25日、大阪府和泉市に和泉市久保惣記念美術館が、11月6日には大阪市北区に大阪市立東洋陶磁美術館が開館した。前者は久保惣コレクション、後者は安宅コレクションという優れた個人コレクションの寄贈によって、昨今ではむずかしくなった東洋古美術のまとまった収集を実現したもの。双方とも常設展示を中心とし、質の高い作品をゆったり鑑賞できるようになっている。

久米美術館誕生

1982年10月

黒田清輝とともに、近代洋画壇の指導的立場にあった久米桂一郎の油彩画約50点他水彩、素描多数、また周辺の作家の作品を所蔵、公開する久米美術館が品川区上大崎、久米ビル8階に21日誕生した。フランス留学から帰国後、画家としてよりも美術教育者として活躍した久米の作品をまとまった形で見ることができ意義深い。

第13回中原悌二郎賞決定

1982年10月

旭川市が昭和45年、郷土出身の近代彫刻家中原悌二郎にちなんで創設した中原悌二郎賞は今年で13回目を迎え、千野茂「皐月(さつき)」が選考委員5氏全員一致で受賞、同優秀賞には朝倉響子「ニケ/NIKE」が選ばれた。

高橋誠一郎浮世絵コレクション、慶応大学へ

1982年10月

前日本芸術院長、日本浮世絵協会会長の高橋誠一郎は、去る2月9日に亡くなったが、氏の収集になる良質の幅広い浮世絵コレクション600点がこのほど、氏にゆかりのある慶応義塾大学図書館へ一括収蔵されることと なった。保管、公開については故人の一回忌を目度に検討される。

安田靫彦展

1982年10月

歴史画に新境地を開き昭和53年94歳で歿した近代日本画壇の重鎮、安田靫彦の初めての大規模な遺作展が山種美術館で2期に分けて開かれた。
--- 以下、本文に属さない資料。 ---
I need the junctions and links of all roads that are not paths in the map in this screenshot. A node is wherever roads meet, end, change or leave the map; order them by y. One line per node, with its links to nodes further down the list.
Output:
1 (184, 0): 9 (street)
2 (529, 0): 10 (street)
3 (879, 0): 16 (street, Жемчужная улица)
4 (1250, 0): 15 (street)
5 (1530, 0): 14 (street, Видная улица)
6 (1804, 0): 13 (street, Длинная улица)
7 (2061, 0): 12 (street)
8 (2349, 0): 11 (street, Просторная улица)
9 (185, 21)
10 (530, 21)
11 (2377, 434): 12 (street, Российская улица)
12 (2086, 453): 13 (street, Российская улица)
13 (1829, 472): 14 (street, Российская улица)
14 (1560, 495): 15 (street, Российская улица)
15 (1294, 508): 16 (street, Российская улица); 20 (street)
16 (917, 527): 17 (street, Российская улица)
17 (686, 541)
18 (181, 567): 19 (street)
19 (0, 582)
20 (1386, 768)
前期(2日―31日)50点、後期(11月3日―28日)59点をあわせ、この巨匠の健やかな歩みが回顧される展観となった。

中国の絵画展

1982年10月

ボストン美術館、フリア・ギャラリーと並びアメリカでの東洋美術部の充実を誇るクリーブランド美術館、ネルソン・ギャラリーから、それぞれ183件、98件の作品を借りて東京国立博物館で催された「中国絵画展」(5日―11月7日)は周代から清代までの中国絵画の流れを概観させ、殊に宋代以降の展観は日中の絵画評価の違いを暗示し、見ごたえのあるものとなった。

笠岡市立竹喬美術館誕生

1982年10月

大正7年、土田麦僊らと共に国画創作協会を創立して文展と袂を分かち、自然との素直な交感を描いて清新な画業を積んだ小野竹喬をたたえ、1日、画家の故郷岡山県笠岡市に笠岡市立竹喬美術館が開館した。笠岡青年会議所による昭和52年からの設立運動が実を結んだもので、この完成を見ずに52年5月他界した画家の遺族から寄贈された日本画32点、スケッチ192点を含む計233点を所蔵、公開する。